Transparency International has a simple definition of corruption - it is the abuse of entrusted power for private gain. Corruption harms society, impedes development, wastes resources, distorts markets and destroys trust. Corruption hurts most those least able to fight it. The battle against corruption is everyone’s duty, and the Malaysian Government has made its expectations clear.

In May 2018, the MACC Act was amended. Among other changes, corporate liability for corruption offences has now been introduced through the new section 17A

In essence, section 17A extends the scope of the law. Now those who could or should have done something to stop a corrupt act from happening, i.e. directors and management, may be held responsible. This is regardless of whether or not they perpetrated the act themselves, or were even aware of it. No fault of the individual needs to be proved.

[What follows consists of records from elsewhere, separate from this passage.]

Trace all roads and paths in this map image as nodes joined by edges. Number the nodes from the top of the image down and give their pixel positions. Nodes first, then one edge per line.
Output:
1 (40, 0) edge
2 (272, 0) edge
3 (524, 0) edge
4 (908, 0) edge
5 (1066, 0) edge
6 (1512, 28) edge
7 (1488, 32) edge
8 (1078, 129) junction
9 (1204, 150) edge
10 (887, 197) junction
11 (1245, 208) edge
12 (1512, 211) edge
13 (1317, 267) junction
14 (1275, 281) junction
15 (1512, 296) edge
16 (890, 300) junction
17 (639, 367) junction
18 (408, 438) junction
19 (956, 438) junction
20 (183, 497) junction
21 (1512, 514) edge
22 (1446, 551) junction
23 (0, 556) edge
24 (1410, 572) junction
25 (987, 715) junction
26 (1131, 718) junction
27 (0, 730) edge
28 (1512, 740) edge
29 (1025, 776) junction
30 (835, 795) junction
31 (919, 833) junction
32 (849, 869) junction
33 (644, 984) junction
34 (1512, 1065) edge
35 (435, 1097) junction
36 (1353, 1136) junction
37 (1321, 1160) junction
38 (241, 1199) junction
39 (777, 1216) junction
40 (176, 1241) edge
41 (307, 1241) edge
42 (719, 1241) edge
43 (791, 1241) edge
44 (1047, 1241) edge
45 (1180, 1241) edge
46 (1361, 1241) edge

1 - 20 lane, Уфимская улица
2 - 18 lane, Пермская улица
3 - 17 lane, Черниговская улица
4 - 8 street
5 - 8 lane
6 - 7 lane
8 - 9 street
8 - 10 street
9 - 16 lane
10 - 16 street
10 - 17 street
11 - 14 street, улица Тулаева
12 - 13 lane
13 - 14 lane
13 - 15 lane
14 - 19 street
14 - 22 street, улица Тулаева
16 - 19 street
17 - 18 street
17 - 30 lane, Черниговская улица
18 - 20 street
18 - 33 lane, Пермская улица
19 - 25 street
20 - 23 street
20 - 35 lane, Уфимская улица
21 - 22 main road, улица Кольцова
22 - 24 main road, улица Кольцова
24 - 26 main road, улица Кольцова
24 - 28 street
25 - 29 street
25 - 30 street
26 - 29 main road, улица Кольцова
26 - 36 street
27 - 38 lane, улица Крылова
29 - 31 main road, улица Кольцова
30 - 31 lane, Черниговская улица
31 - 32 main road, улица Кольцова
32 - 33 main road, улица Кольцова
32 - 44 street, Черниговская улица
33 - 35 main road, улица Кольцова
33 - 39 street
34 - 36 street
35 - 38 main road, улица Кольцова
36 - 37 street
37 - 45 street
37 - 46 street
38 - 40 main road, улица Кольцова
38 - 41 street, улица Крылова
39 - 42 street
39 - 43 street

This means that anyone in a supervisory position1 of a commercial organisation2 may be personally liable for the actions of their distant subordinates. This personal liability even extends to the actions of employees of other organisations that act on their behalf.

To further emphasise the seriousness with which the Government is tackling corruption, the penalties for noncompliance have been drastically increased. The perpetrator who commits a corrupt act may still face a RM10,000 fine and/or up to two years in prison. However, those who could have done something to stop it, but didn’t, could potentially face the prospect of a minimum RM1 million fine and/or up to 20 years in prison, even if they did not know about the corrupt act.

  1. Anyone who is a Director, controller, officer, partner, or any person(s) concerned in the management of an organisation’s affairs, MACC Act (Amendment) Section 17A paragraph 3
  2. A company incorporated or partnership registered in Malaysia, carrying out business anywhere in the world; or a company incorporated or partnership registered outside Malaysia, carrying out business in Malaysia, MACC Act (Amendment) Section 17A paragraph 8

Commercial organisations and Directors cannot afford to sit back and adopt a laissez faire approach – the risks, whether reputational, financial or personal are just too great. The Government knows this and it’s driving the need for corporate Malaysia to embrace the adequate procedures defence offered by section 17A.

Adequate Procedures

The United Kingdom Bribery Act 2010 (UKBA) also introduced corporate liability for corruption offences. The purpose of this law was to combat corruption and drive change in the corporate world. The UKBA introduced stringent penalties for non-compliance. However, it also provided commercial organisations with the ability to avoid prosecution by demonstrating they had done everything that could be reasonably expected of them to stop corruption. This is known as adequate procedures.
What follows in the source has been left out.